Start of Input material

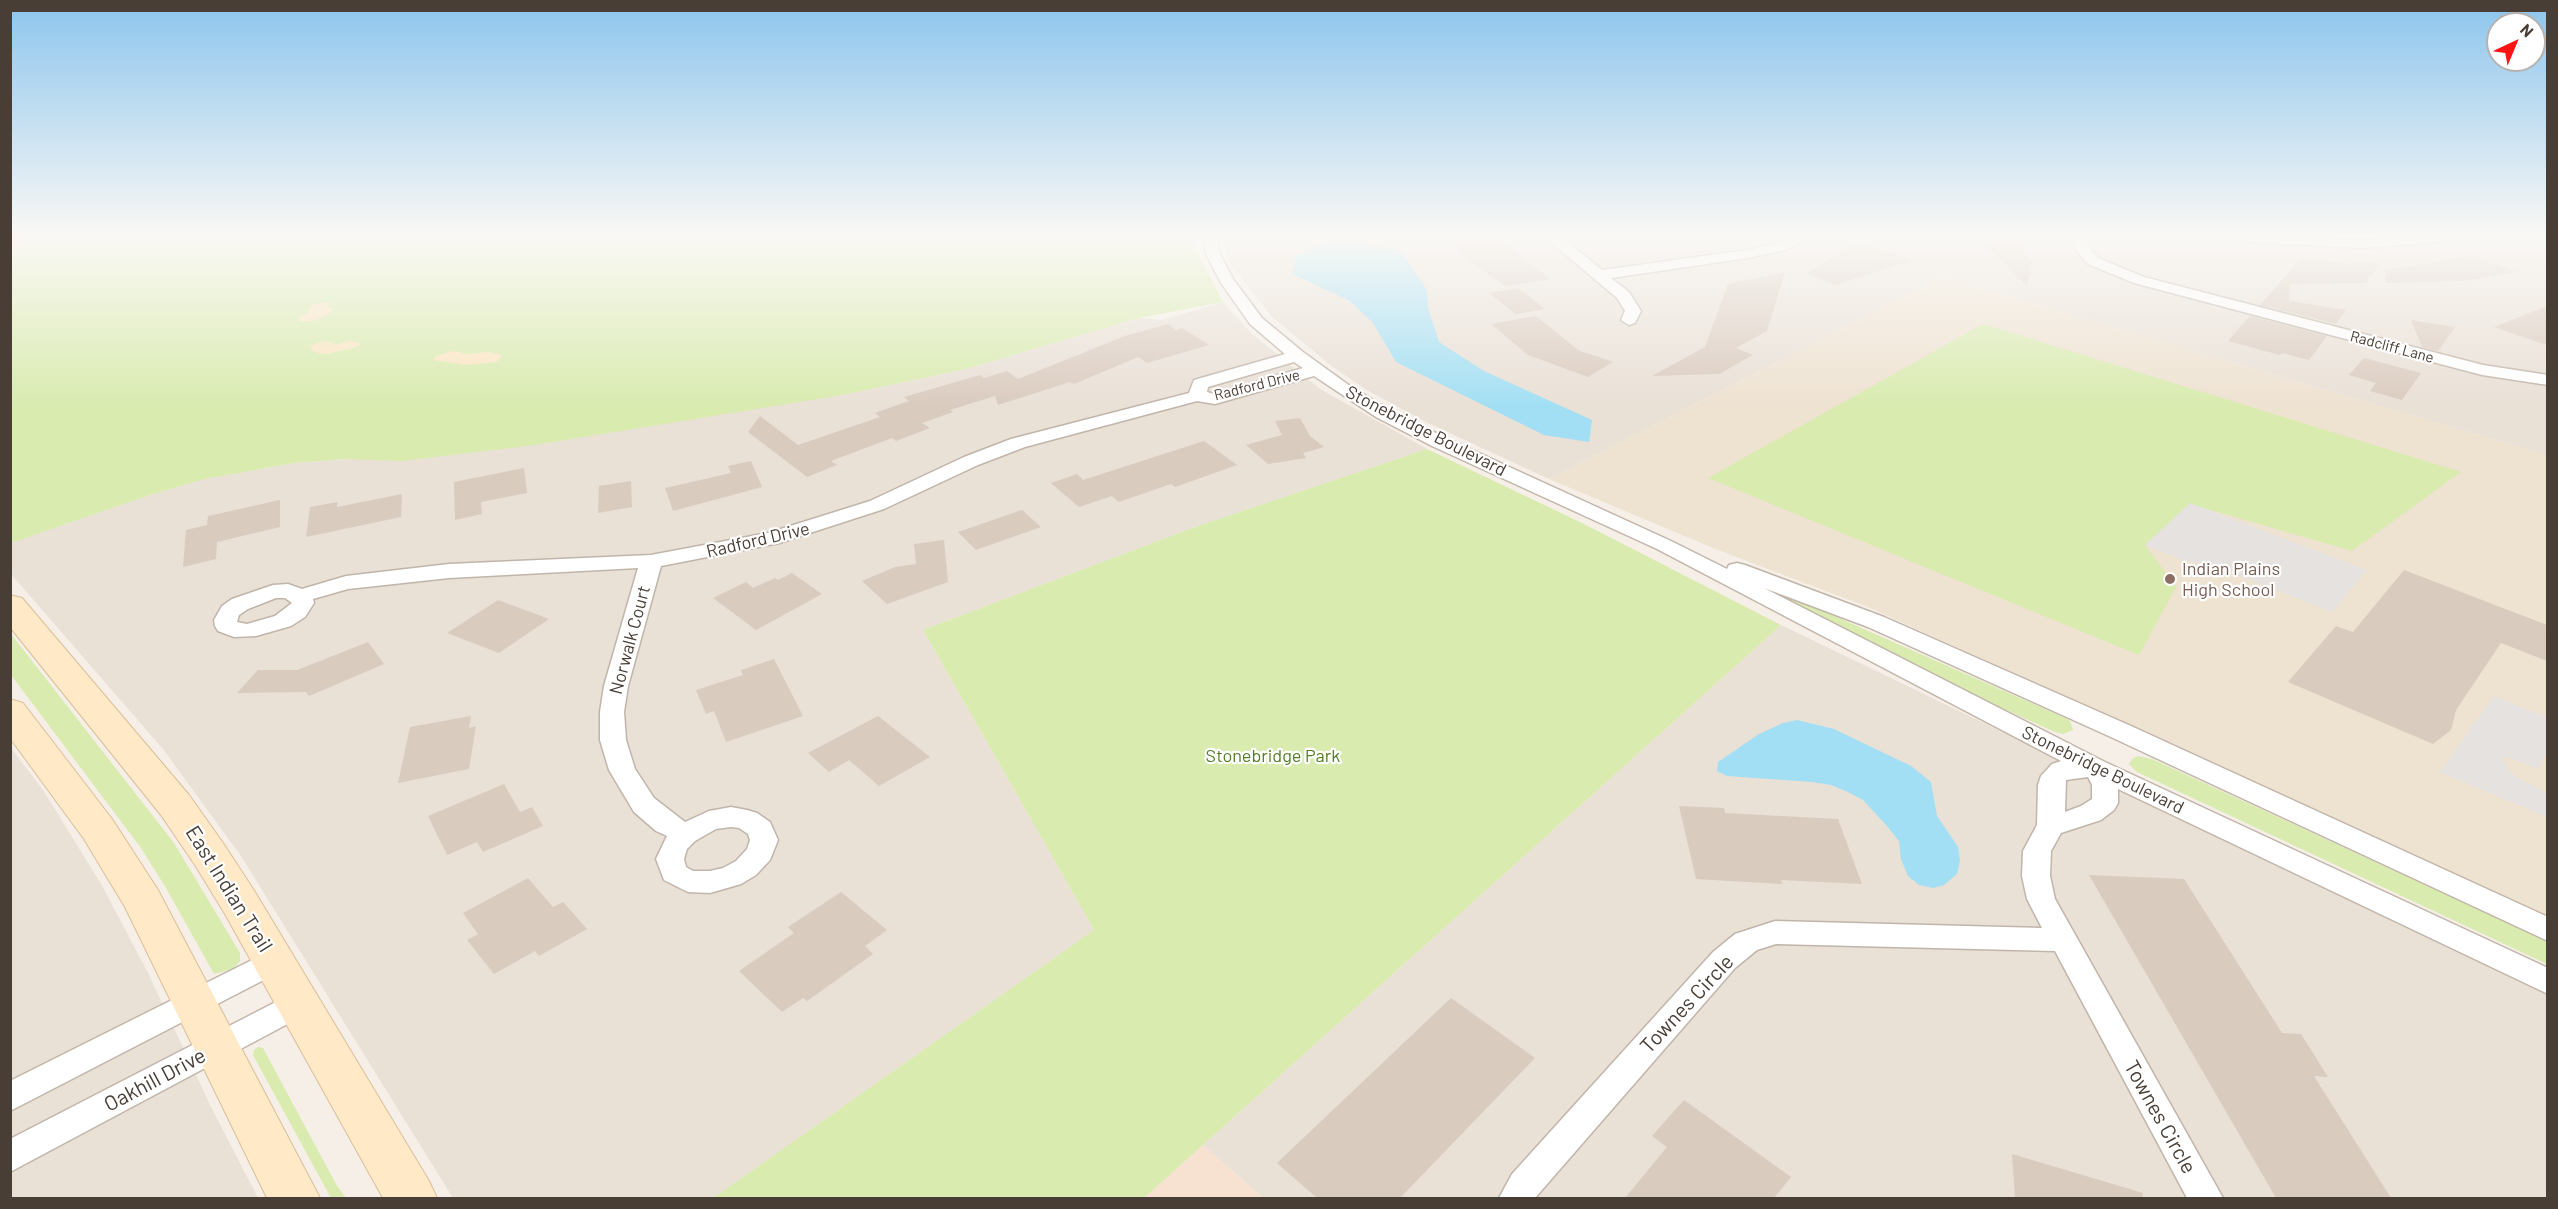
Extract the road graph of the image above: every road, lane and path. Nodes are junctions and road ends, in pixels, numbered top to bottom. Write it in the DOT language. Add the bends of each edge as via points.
graph roads {
  1 [pos="1237,294"];
  2 [pos="1620,294"];
  3 [pos="2194,294"];
  4 [pos="1629,320"];
  5 [pos="1297,356"];
  6 [pos="1316,370"];
  7 [pos="2547,380"];
  8 [pos="1197,396"];
  9 [pos="1664,545"];
  10 [pos="651,561"];
  11 [pos="300,596"];
  12 [pos="10,605"];
  13 [pos="10,711"];
  14 [pos="2096,768"];
  15 [pos="2051,825"];
  16 [pos="685,834"];
  17 [pos="2547,930"];
  18 [pos="2062,940"];
  19 [pos="274,961"];
  20 [pos="2547,982"];
  21 [pos="194,1002"];
  22 [pos="299,1004"];
  23 [pos="217,1047"];
  24 [pos="10,1097"];
  25 [pos="10,1157"];
  26 [pos="294,1198"];
  27 [pos="411,1198"];
  28 [pos="1517,1198"];
  29 [pos="2205,1198"];
  1 -- 5 [label="street, Stonebridge Boulevard" via="1256,321"];
  2 -- 4 [label="street" via="1633,311"];
  3 -- 7 [label="street, Radcliff Lane" via="2482,370"];
  5 -- 6 [label="street, Stonebridge Boulevard"];
  5 -- 8 [label="street, Radford Drive" via="1200,384"];
  6 -- 8 [label="street, Radford Drive" via="1215,399"];
  6 -- 9 [label="street, Stonebridge Boulevard" via="1382,413 1439,442"];
  8 -- 10 [label="street, Radford Drive" via="1018,443 877,505 805,530 731,548"];
  9 -- 14 [label="street, Stonebridge Boulevard"];
  9 -- 17 [label="street, Stonebridge Boulevard" via="1876,622"];
  10 -- 11 [label="street, Radford Drive" via="449,571 346,583"];
  10 -- 16 [label="street, Norwalk Court" via="616,686 613,740 622,770 644,805"];
  12 -- 19 [label="main road, East Indian Trail" via="175,805"];
  13 -- 21 [label="main road" via="116,855"];
  14 -- 15 [label="street, Townes Circle" via="2061,770 2054,776"];
  14 -- 15 [label="street" via="2105,785 2105,803 2074,820"];
  14 -- 20 [label="street, Stonebridge Boulevard"];
  15 -- 18 [label="street, Townes Circle" via="2037,851 2036,876 2041,899"];
  18 -- 28 [label="street, Townes Circle" via="1775,932 1746,942 1708,977 1524,1185"];
  18 -- 29 [label="street, Townes Circle"];
  19 -- 21 [label="street"];
  19 -- 22 [label="main road, East Indian Trail"];
  21 -- 23 [label="main road"];
  21 -- 24 [label="street"];
  22 -- 23 [label="street, Oakhill Drive"];
  22 -- 27 [label="main road, East Indian Trail"];
  23 -- 25 [label="street, Oakhill Drive"];
  23 -- 26 [label="main road"];
}
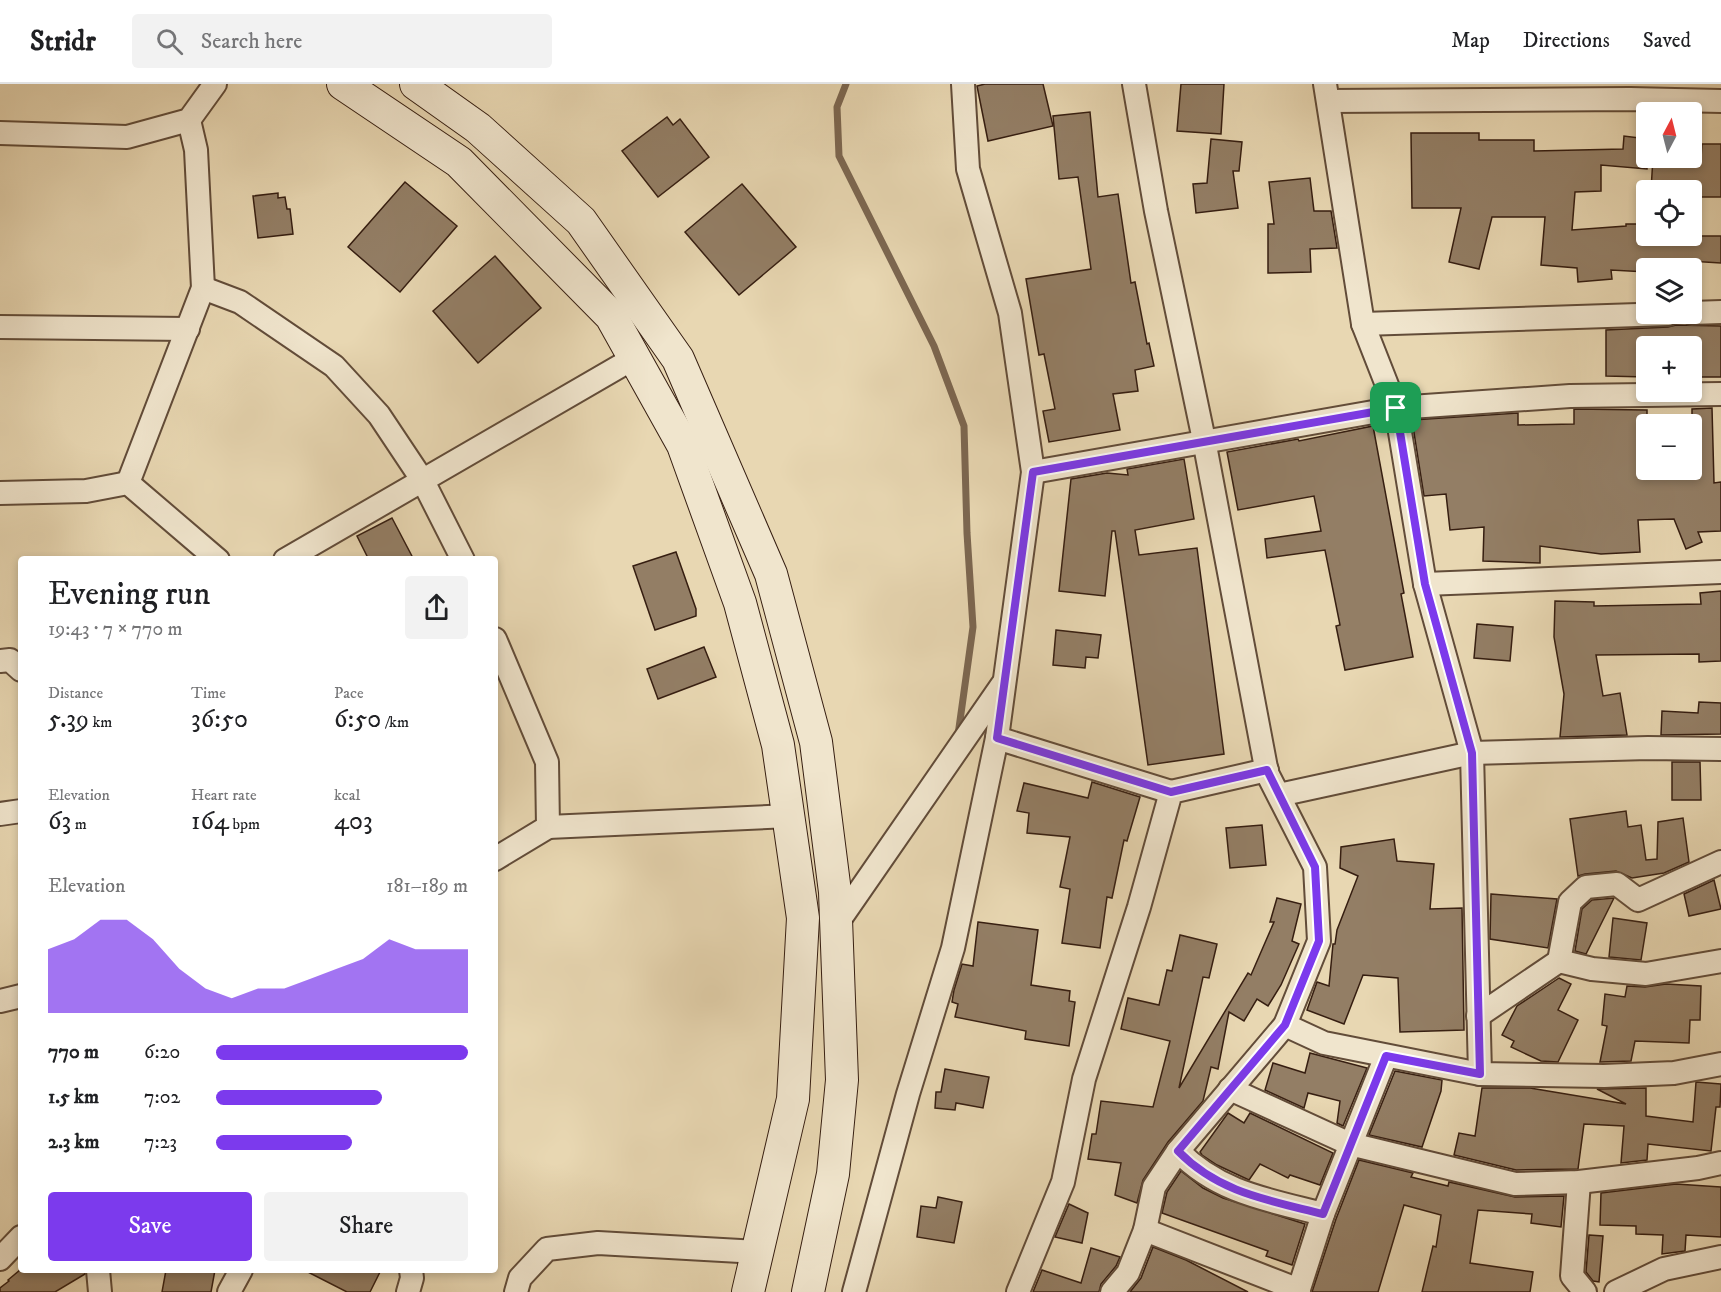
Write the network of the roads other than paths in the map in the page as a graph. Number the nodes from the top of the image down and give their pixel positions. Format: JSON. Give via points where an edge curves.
{"nodes":[{"id":1,"x":215,"y":84,"type":"edge"},
{"id":2,"x":343,"y":84,"type":"edge"},
{"id":3,"x":416,"y":84,"type":"edge"},
{"id":4,"x":963,"y":84,"type":"edge"},
{"id":5,"x":1134,"y":84,"type":"edge"},
{"id":6,"x":1327,"y":92,"type":"edge"},
{"id":7,"x":1721,"y":101,"type":"edge"},
{"id":8,"x":189,"y":120,"type":"junction"},
{"id":9,"x":0,"y":133,"type":"edge"},
{"id":10,"x":203,"y":288,"type":"junction"},
{"id":11,"x":1721,"y":312,"type":"edge"},
{"id":12,"x":1702,"y":313,"type":"edge"},
{"id":13,"x":1636,"y":315,"type":"edge"},
{"id":14,"x":1363,"y":324,"type":"junction"},
{"id":15,"x":0,"y":327,"type":"edge"},
{"id":16,"x":188,"y":329,"type":"junction"},
{"id":17,"x":634,"y":358,"type":"junction"},
{"id":18,"x":1721,"y":394,"type":"edge"},
{"id":19,"x":1396,"y":408,"type":"junction"},
{"id":20,"x":1204,"y":440,"type":"junction"},
{"id":21,"x":1033,"y":472,"type":"junction"},
{"id":22,"x":423,"y":481,"type":"junction"},
{"id":23,"x":128,"y":483,"type":"junction"},
{"id":24,"x":0,"y":493,"type":"edge"},
{"id":25,"x":214,"y":556,"type":"edge"},
{"id":26,"x":292,"y":556,"type":"edge"},
{"id":27,"x":461,"y":556,"type":"edge"},
{"id":28,"x":1721,"y":572,"type":"edge"},
{"id":29,"x":1425,"y":584,"type":"junction"},
{"id":30,"x":498,"y":655,"type":"edge"},
{"id":31,"x":0,"y":661,"type":"edge"},
{"id":32,"x":18,"y":667,"type":"edge"},
{"id":33,"x":501,"y":671,"type":"edge"},
{"id":34,"x":1005,"y":681,"type":"junction"},
{"id":35,"x":997,"y":738,"type":"junction"},
{"id":36,"x":1721,"y":749,"type":"edge"},
{"id":37,"x":1472,"y":753,"type":"junction"},
{"id":38,"x":1267,"y":770,"type":"junction"},
{"id":39,"x":1171,"y":792,"type":"junction"},
{"id":40,"x":1279,"y":795,"type":"junction"},
{"id":41,"x":18,"y":812,"type":"edge"},
{"id":42,"x":0,"y":814,"type":"edge"},
{"id":43,"x":789,"y":816,"type":"junction"},
{"id":44,"x":548,"y":827,"type":"junction"},
{"id":45,"x":498,"y":857,"type":"edge"},
{"id":46,"x":1721,"y":862,"type":"edge"},
{"id":47,"x":836,"y":925,"type":"junction"},
{"id":48,"x":1559,"y":961,"type":"junction"},
{"id":49,"x":1721,"y":961,"type":"edge"},
{"id":50,"x":18,"y":997,"type":"edge"},
{"id":51,"x":0,"y":1001,"type":"edge"},
{"id":52,"x":1478,"y":1016,"type":"junction"},
{"id":53,"x":1285,"y":1025,"type":"junction"},
{"id":54,"x":1386,"y":1056,"type":"junction"},
{"id":55,"x":1721,"y":1064,"type":"edge"},
{"id":56,"x":1480,"y":1074,"type":"junction"},
{"id":57,"x":1230,"y":1089,"type":"junction"},
{"id":58,"x":1350,"y":1144,"type":"junction"},
{"id":59,"x":1178,"y":1151,"type":"junction"},
{"id":60,"x":1721,"y":1163,"type":"edge"},
{"id":61,"x":1579,"y":1182,"type":"junction"},
{"id":62,"x":1323,"y":1214,"type":"junction"},
{"id":63,"x":1145,"y":1230,"type":"junction"},
{"id":64,"x":18,"y":1240,"type":"edge"},
{"id":65,"x":758,"y":1252,"type":"junction"},
{"id":66,"x":1721,"y":1257,"type":"edge"},
{"id":67,"x":0,"y":1259,"type":"edge"},
{"id":68,"x":98,"y":1273,"type":"edge"},
{"id":69,"x":239,"y":1273,"type":"edge"},
{"id":70,"x":411,"y":1273,"type":"edge"},
{"id":71,"x":1298,"y":1291,"type":"edge"},
{"id":72,"x":100,"y":1292,"type":"edge"},
{"id":73,"x":229,"y":1292,"type":"edge"},
{"id":74,"x":408,"y":1292,"type":"edge"},
{"id":75,"x":516,"y":1292,"type":"edge"},
{"id":76,"x":748,"y":1292,"type":"edge"},
{"id":77,"x":808,"y":1292,"type":"edge"},
{"id":78,"x":854,"y":1292,"type":"edge"},
{"id":79,"x":1018,"y":1292,"type":"edge"},
{"id":80,"x":1112,"y":1292,"type":"edge"},
{"id":81,"x":1585,"y":1292,"type":"edge"},
{"id":82,"x":1616,"y":1292,"type":"edge"}],
"edges":[{"from":1,"to":8,"type":"street"},
{"from":2,"to":17,"type":"main road","via":[[459,162],[611,316]]},
{"from":3,"to":47,"type":"main road","via":[[478,128],[581,221],[678,359],[771,574],[816,742]]},
{"from":4,"to":21,"type":"street","via":[[968,169],[1010,313]]},
{"from":5,"to":20,"type":"street"},
{"from":6,"to":7,"type":"street"},
{"from":6,"to":14,"type":"street"},
{"from":8,"to":9,"type":"street","via":[[127,136]]},
{"from":8,"to":10,"type":"street","via":[[196,150]]},
{"from":10,"to":16,"type":"street"},
{"from":10,"to":22,"type":"street","via":[[240,302],[334,366],[379,415]]},
{"from":11,"to":12,"type":"street"},
{"from":13,"to":14,"type":"street"},
{"from":14,"to":19,"type":"street"},
{"from":15,"to":16,"type":"street"},
{"from":16,"to":23,"type":"street"},
{"from":17,"to":22,"type":"street"},
{"from":17,"to":43,"type":"main road","via":[[683,445],[740,603],[778,745]]},
{"from":18,"to":19,"type":"street","via":[[1570,396]]},
{"from":19,"to":20,"type":"street"},
{"from":19,"to":29,"type":"street"},
{"from":20,"to":21,"type":"street"},
{"from":20,"to":38,"type":"street"},
{"from":21,"to":34,"type":"street"},
{"from":22,"to":26,"type":"street"},
{"from":22,"to":27,"type":"street"},
{"from":23,"to":24,"type":"street","via":[[86,491]]},
{"from":23,"to":25,"type":"street"},
{"from":28,"to":29,"type":"street"},
{"from":29,"to":37,"type":"street"},
{"from":30,"to":33,"type":"street"},
{"from":31,"to":32,"type":"street","via":[[10,660]]},
{"from":33,"to":44,"type":"street","via":[[547,762]]},
{"from":34,"to":35,"type":"street"},
{"from":34,"to":47,"type":"street"},
{"from":35,"to":39,"type":"street"},
{"from":35,"to":78,"type":"street","via":[[953,948]]},
{"from":36,"to":37,"type":"street"},
{"from":37,"to":40,"type":"street"},
{"from":37,"to":52,"type":"street"},
{"from":38,"to":39,"type":"street"},
{"from":38,"to":40,"type":"street"},
{"from":39,"to":79,"type":"street","via":[[1084,1079],[1063,1182]]},
{"from":40,"to":53,"type":"street","via":[[1315,867],[1319,941]]},
{"from":41,"to":42,"type":"street"},
{"from":43,"to":44,"type":"street"},
{"from":43,"to":65,"type":"main road","via":[[803,918],[793,1099]]},
{"from":44,"to":45,"type":"street"},
{"from":46,"to":48,"type":"street","via":[[1638,900],[1617,884],[1586,887],[1570,902]]},
{"from":47,"to":77,"type":"main road","via":[[842,1080],[833,1174]]},
{"from":48,"to":49,"type":"street","via":[[1592,969],[1646,974]]},
{"from":48,"to":52,"type":"street"},
{"from":50,"to":51,"type":"street"},
{"from":52,"to":56,"type":"street"},
{"from":53,"to":54,"type":"street","via":[[1324,1044]]},
{"from":53,"to":57,"type":"street"},
{"from":54,"to":56,"type":"street"},
{"from":54,"to":58,"type":"street"},
{"from":55,"to":56,"type":"street","via":[[1674,1072],[1604,1076]]},
{"from":57,"to":58,"type":"street"},
{"from":57,"to":59,"type":"street"},
{"from":58,"to":61,"type":"street","via":[[1515,1184]]},
{"from":58,"to":62,"type":"street"},
{"from":59,"to":62,"type":"street","via":[[1194,1167],[1232,1190]]},
{"from":59,"to":63,"type":"street","via":[[1154,1187]]},
{"from":60,"to":61,"type":"street"},
{"from":61,"to":81,"type":"street","via":[[1572,1276]]},
{"from":62,"to":71,"type":"street"},
{"from":63,"to":71,"type":"street"},
{"from":63,"to":80,"type":"street","via":[[1128,1273]]},
{"from":64,"to":67,"type":"street"},
{"from":65,"to":75,"type":"street","via":[[598,1243],[547,1249],[520,1278]]},
{"from":65,"to":76,"type":"main road"},
{"from":66,"to":82,"type":"street","via":[[1664,1269]]},
{"from":68,"to":72,"type":"street"},
{"from":69,"to":73,"type":"street"},
{"from":70,"to":74,"type":"street"}]}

End of Input material

_Prompt_.
State how many lines of the material above contain the word "Circle". Say nothing else.

_Response to the exercise_.
4